With billing fraud rampant at major law firms, guess who the Illinois disciplinary committee decided to prosecute? Was it the the partners at a
Chicago office of a national firm, whose own colleague shined a light on overbilling? Nah – that’s too large a target. Why not go after the smallest possible potato instead – like a $35 an hour contract attorney who allegedly overbilled by $2913.75 for work performed on a month long document review gig for Mayer Brown (a firm whose own rap sheet includes firing 45 equity partners to preserve the firm’s $1 million profits-per-partner ratio and a partner just indicted on charges of criminal fraud).
According to the bar complaint, the contract attorney, who’d been assigned to the document review position through a staffing agency, worked 51.75 hours over the course of two weeks, but submitted a timesheet for 135 hours. Based on the timesheet, Ajilon paid the contract attorney $4,725 for his work – $2,913.75 more than he should have received. The complaint charges the expected laundry list of misconduct: fraud, dishonesty, deceipt, misrepresentation and that old pompous favorite, “conduct which is prejudicial to the administration of justice or which tends to defeat the administration of justice or to bring the courts or the legal profession into disrepute.”
The bar’s complaint doesn’t say who filed the charges – the staffing agency or the law firm. But the identity of the complainant wouldn’t change my view that this case isn’t about a breach of ethics, but a breach of contract. The contract attorney had a contract with the staffing agency to provide document review service and receive compensation for those hours worked, while the staffing agency had a contract with Mayer Brown to staff projects with contract lawyers. Assuming that the contract attorney billed for 84 hours that he never worked, then sue the guy for breach of contract or unjust enrichment. Why convert an ordinary complaint for $2913 into a ginormous ethics matter? Bringing a claim before a disciplinary committee that properly belongs in small claims court is not only disproportionately punitive to the contract attorney, but it opens up the grievance process for gamesmanship and abuse, a concern that I voiced here.
What’s most outrageous, however, is the hypocrisy of all of this. In our present-day legal caste system, contract attorneys are viewed as the untouchables of the profession, migrant lawyers who don’t qualify for as much as an interview for, let alone an associate position at Biglaw. (Note- this isn’t my view, I’m just bluntly describing current realities). Yet while treated as “glorified paralegals” in the legal work force, contract attorneys are, apparently, still bound to abide by all of the ethics obligations that apply to full fledged attorneys who actually receive the benefits of self-regulation of the legal profession provided by the code.

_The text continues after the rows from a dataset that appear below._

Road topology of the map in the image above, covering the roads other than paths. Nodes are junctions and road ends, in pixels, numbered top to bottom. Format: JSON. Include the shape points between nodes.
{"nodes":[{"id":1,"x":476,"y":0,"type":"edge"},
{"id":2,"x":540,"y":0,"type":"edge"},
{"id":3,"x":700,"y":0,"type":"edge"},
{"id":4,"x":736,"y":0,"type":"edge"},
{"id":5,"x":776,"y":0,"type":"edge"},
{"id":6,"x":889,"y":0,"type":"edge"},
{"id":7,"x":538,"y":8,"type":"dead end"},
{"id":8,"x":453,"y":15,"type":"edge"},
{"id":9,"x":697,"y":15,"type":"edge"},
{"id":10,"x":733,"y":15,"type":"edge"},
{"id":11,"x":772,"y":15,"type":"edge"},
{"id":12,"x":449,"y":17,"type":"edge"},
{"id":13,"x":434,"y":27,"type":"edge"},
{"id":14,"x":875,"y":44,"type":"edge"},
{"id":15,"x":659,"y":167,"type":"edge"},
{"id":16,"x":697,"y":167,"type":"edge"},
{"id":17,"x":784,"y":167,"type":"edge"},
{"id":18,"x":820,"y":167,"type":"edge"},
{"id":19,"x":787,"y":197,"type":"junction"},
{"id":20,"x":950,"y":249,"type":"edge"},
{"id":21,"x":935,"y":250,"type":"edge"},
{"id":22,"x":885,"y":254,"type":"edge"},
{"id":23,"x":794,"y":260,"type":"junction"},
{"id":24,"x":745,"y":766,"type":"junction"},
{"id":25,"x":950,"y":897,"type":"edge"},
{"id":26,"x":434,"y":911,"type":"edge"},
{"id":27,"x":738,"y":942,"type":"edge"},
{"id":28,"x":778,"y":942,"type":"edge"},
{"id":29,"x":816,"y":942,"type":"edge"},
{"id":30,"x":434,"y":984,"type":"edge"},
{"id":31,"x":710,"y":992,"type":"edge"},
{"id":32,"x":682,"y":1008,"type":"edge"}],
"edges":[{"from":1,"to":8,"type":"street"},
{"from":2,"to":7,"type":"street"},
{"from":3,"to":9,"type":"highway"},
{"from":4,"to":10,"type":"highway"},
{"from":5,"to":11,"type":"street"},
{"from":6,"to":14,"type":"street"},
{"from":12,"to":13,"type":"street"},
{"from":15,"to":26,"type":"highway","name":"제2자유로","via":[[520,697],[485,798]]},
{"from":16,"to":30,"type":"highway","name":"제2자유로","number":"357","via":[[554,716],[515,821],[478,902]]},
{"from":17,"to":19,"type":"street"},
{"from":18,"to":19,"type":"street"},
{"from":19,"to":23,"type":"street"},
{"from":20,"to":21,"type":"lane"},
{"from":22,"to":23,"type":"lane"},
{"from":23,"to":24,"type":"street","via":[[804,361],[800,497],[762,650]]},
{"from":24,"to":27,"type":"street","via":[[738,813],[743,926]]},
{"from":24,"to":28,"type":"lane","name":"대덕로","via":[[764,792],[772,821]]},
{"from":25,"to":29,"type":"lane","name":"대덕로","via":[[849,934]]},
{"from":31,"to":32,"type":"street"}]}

Moreover, while the Illinois bar screams bloody murder over a $2913.75 overcharge by a guy making $35/hr, it’s one of virtually every bars nationwide that allows law firms to mark up rates paid to contract attorneys, without disclosing the premium to clients. In this case, I would guess that Mayer, Brown paid Ajilon around $60 for this $35/hr contract lawyer (to reflect the staffing agency’s cut) then turned around and charged clients $150 an hour for his time. But in the vernacular of the bar, that’s not billing fraud, just smart business.
Mike Frisch of the Legal Profession Blog (the source for this story) predicts that the bar won’t show much sympathy for the accused because “he’s a contract lawyer, rather than a highly compensated partner in a major firm.” That comment sums it up for me as well.
Not sure I follow your argument here. That lawyers that don’t make the big bucks should be immune from ethics charges? Although I agree big bucks lawyers are getting away with quite a bit more, the answer shouldn’t be to lower the ethical bar. Turning this into a breach of K rather than an ethics violation wouldn’t allow for what needs to happen: supervision and education, suspension, or even disbarment. If what he did is true, do you really want this person in our profession?